### Prompt
Whenever a line contains "hand", include it in the count; reply with the number of such lines in the data and nothing else.

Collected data
_ _ _ _ _ _ _

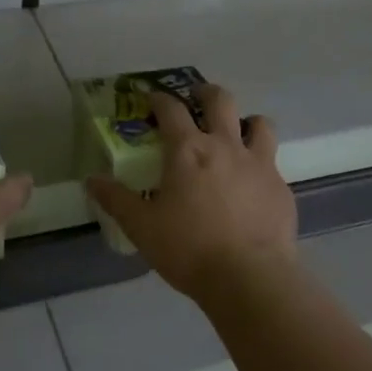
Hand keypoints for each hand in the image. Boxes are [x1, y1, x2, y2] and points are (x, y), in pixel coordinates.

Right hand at [86, 83, 297, 303]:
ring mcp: (258, 164)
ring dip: (246, 121)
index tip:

_ _ _ _ _ _ _

### Problem solution
2